▶ **Task instructions**:
Return all of the records below verbatim.
─── Records provided
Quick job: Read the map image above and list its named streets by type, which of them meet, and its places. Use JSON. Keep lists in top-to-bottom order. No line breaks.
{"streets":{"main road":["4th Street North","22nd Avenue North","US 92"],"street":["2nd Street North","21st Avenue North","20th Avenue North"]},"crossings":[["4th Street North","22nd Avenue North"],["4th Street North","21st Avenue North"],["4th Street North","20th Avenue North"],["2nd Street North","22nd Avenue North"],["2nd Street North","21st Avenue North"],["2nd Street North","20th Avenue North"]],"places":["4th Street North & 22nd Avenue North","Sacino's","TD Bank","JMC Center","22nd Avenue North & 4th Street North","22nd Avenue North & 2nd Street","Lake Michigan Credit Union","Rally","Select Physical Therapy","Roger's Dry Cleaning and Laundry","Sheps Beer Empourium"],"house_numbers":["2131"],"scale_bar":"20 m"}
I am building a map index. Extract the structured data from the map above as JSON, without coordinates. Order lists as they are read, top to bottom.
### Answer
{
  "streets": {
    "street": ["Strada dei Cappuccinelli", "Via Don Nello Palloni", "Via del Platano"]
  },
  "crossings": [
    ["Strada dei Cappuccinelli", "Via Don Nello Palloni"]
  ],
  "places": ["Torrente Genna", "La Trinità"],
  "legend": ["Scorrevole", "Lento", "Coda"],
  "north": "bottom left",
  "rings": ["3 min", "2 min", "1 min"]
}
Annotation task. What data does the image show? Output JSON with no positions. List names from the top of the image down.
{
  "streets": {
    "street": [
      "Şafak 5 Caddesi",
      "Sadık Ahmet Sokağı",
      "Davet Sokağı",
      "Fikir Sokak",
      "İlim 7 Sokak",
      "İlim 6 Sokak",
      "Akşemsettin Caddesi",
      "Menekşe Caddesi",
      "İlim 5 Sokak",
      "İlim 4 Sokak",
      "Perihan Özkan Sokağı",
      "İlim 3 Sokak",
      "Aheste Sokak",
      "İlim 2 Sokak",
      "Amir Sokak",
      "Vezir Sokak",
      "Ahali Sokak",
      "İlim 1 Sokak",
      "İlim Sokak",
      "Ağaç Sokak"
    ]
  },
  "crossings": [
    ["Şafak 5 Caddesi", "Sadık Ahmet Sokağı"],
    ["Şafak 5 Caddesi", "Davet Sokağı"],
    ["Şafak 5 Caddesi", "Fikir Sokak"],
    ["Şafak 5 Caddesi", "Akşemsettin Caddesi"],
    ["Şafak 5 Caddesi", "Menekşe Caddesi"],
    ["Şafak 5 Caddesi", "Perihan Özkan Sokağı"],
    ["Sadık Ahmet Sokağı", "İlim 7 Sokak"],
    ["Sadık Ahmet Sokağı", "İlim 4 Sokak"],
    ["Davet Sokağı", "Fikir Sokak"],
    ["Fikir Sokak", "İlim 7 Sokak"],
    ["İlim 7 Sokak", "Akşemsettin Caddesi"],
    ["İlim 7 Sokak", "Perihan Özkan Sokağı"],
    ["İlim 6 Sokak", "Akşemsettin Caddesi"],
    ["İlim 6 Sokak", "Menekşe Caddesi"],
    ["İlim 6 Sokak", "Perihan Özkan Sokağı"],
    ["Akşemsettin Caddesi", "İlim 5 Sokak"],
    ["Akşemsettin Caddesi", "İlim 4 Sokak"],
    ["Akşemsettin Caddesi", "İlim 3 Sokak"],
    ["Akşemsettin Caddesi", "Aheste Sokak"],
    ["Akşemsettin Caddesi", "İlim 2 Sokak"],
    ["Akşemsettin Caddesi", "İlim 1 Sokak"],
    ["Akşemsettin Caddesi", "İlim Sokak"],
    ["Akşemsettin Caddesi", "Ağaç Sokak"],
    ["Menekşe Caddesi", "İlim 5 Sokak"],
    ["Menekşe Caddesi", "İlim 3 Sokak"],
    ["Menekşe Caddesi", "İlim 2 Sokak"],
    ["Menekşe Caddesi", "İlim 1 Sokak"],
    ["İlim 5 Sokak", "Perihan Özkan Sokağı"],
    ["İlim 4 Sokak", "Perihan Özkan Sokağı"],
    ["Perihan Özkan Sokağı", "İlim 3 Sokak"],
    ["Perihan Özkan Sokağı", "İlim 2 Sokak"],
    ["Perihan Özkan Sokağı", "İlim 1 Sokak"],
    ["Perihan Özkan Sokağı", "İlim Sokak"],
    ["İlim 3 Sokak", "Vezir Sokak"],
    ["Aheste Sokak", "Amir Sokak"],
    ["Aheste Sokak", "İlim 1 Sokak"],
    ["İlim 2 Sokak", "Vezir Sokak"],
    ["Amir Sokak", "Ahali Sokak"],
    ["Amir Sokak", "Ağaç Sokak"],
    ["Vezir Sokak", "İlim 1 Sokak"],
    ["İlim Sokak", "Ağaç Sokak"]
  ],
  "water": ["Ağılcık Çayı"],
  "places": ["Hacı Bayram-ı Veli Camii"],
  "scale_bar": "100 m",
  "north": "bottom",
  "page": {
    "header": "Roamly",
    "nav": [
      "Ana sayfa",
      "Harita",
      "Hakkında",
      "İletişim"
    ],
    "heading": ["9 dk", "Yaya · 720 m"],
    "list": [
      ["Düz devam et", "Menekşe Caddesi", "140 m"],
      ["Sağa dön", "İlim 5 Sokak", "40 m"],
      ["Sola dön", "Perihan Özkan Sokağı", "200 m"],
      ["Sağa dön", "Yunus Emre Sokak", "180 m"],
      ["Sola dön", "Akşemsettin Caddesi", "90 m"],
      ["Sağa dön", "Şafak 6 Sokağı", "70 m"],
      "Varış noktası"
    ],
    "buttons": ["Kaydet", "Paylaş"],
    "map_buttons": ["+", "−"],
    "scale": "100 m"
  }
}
──────
▶ **Response**:
Quick job: Read the map image above and list its named streets by type, which of them meet, and its places. Use JSON. Keep lists in top-to-bottom order. No line breaks.
{"streets":{"main road":["4th Street North","22nd Avenue North","US 92"],"street":["2nd Street North","21st Avenue North","20th Avenue North"]},"crossings":[["4th Street North","22nd Avenue North"],["4th Street North","21st Avenue North"],["4th Street North","20th Avenue North"],["2nd Street North","22nd Avenue North"],["2nd Street North","21st Avenue North"],["2nd Street North","20th Avenue North"]],"places":["4th Street North & 22nd Avenue North","Sacino's","TD Bank","JMC Center","22nd Avenue North & 4th Street North","22nd Avenue North & 2nd Street","Lake Michigan Credit Union","Rally","Select Physical Therapy","Roger's Dry Cleaning and Laundry","Sheps Beer Empourium"],"house_numbers":["2131"],"scale_bar":"20 m"}
I am building a map index. Extract the structured data from the map above as JSON, without coordinates. Order lists as they are read, top to bottom.
### Answer
{
  "streets": {
    "street": ["Strada dei Cappuccinelli", "Via Don Nello Palloni", "Via del Platano"]
  },
  "crossings": [
    ["Strada dei Cappuccinelli", "Via Don Nello Palloni"]
  ],
  "places": ["Torrente Genna", "La Trinità"],
  "legend": ["Scorrevole", "Lento", "Coda"],
  "north": "bottom left",
  "rings": ["3 min", "2 min", "1 min"]
}
Annotation task. What data does the image show? Output JSON with no positions. List names from the top of the image down.
{
  "streets": {
    "street": [
      "Şafak 5 Caddesi",
      "Sadık Ahmet Sokağı",
      "Davet Sokağı",
      "Fikir Sokak",
      "İlim 7 Sokak",
      "İlim 6 Sokak",
      "Akşemsettin Caddesi",
      "Menekşe Caddesi",
      "İlim 5 Sokak",
      "İlim 4 Sokak",
      "Perihan Özkan Sokağı",
      "İlim 3 Sokak",
      "Aheste Sokak",
      "İlim 2 Sokak",
      "Amir Sokak",
      "Vezir Sokak",
      "Ahali Sokak",
      "İlim 1 Sokak",
      "İlim Sokak",
      "Ağaç Sokak"
    ]
  },
  "crossings": [
    ["Şafak 5 Caddesi", "Sadık Ahmet Sokağı"],
    ["Şafak 5 Caddesi", "Davet Sokağı"],
    ["Şafak 5 Caddesi", "Fikir Sokak"],
    ["Şafak 5 Caddesi", "Akşemsettin Caddesi"],
    ["Şafak 5 Caddesi", "Menekşe Caddesi"],
    ["Şafak 5 Caddesi", "Perihan Özkan Sokağı"],
    ["Sadık Ahmet Sokağı", "İlim 7 Sokak"],
    ["Sadık Ahmet Sokağı", "İlim 4 Sokak"],
    ["Davet Sokağı", "Fikir Sokak"],
    ["Fikir Sokak", "İlim 7 Sokak"],
    ["İlim 7 Sokak", "Akşemsettin Caddesi"],
    ["İlim 7 Sokak", "Perihan Özkan Sokağı"],
    ["İlim 6 Sokak", "Akşemsettin Caddesi"],
    ["İlim 6 Sokak", "Menekşe Caddesi"],
    ["İlim 6 Sokak", "Perihan Özkan Sokağı"],
    ["Akşemsettin Caddesi", "İlim 5 Sokak"],
    ["Akşemsettin Caddesi", "İlim 4 Sokak"],
    ["Akşemsettin Caddesi", "İlim 3 Sokak"],
    ["Akşemsettin Caddesi", "Aheste Sokak"],
    ["Akşemsettin Caddesi", "İlim 2 Sokak"],
    ["Akşemsettin Caddesi", "İlim 1 Sokak"],
    ["Akşemsettin Caddesi", "İlim Sokak"],
    ["Akşemsettin Caddesi", "Ağaç Sokak"],
    ["Menekşe Caddesi", "İlim 5 Sokak"],
    ["Menekşe Caddesi", "İlim 3 Sokak"],
    ["Menekşe Caddesi", "İlim 2 Sokak"],
    ["Menekşe Caddesi", "İlim 1 Sokak"],
    ["İlim 5 Sokak", "Perihan Özkan Sokağı"],
    ["İlim 4 Sokak", "Perihan Özkan Sokağı"],
    ["Perihan Özkan Sokağı", "İlim 3 Sokak"],
    ["Perihan Özkan Sokağı", "İlim 2 Sokak"],
    ["Perihan Özkan Sokağı", "İlim 1 Sokak"],
    ["Perihan Özkan Sokağı", "İlim Sokak"],
    ["İlim 3 Sokak", "Vezir Sokak"],
    ["Aheste Sokak", "Amir Sokak"],
    ["Aheste Sokak", "İlim 1 Sokak"],
    ["İlim 2 Sokak", "Vezir Sokak"],
    ["Amir Sokak", "Ahali Sokak"],
    ["Amir Sokak", "Ağaç Sokak"],
    ["Vezir Sokak", "İlim 1 Sokak"],
    ["İlim Sokak", "Ağaç Sokak"]
  ],
  "water": ["Ağılcık Çayı"],
  "places": ["Hacı Bayram-ı Veli Camii"],
  "scale_bar": "100 m",
  "north": "bottom",
  "page": {
    "header": "Roamly",
    "nav": [
      "Ana sayfa",
      "Harita",
      "Hakkında",
      "İletişim"
    ],
    "heading": ["9 dk", "Yaya · 720 m"],
    "list": [
      ["Düz devam et", "Menekşe Caddesi", "140 m"],
      ["Sağa dön", "İlim 5 Sokak", "40 m"],
      ["Sola dön", "Perihan Özkan Sokağı", "200 m"],
      ["Sağa dön", "Yunus Emre Sokak", "180 m"],
      ["Sola dön", "Akşemsettin Caddesi", "90 m"],
      ["Sağa dön", "Şafak 6 Sokağı", "70 m"],
      "Varış noktası"
    ],
    "buttons": ["Kaydet", "Paylaş"],
    "map_buttons": ["+", "−"],
    "scale": "100 m"
  }
}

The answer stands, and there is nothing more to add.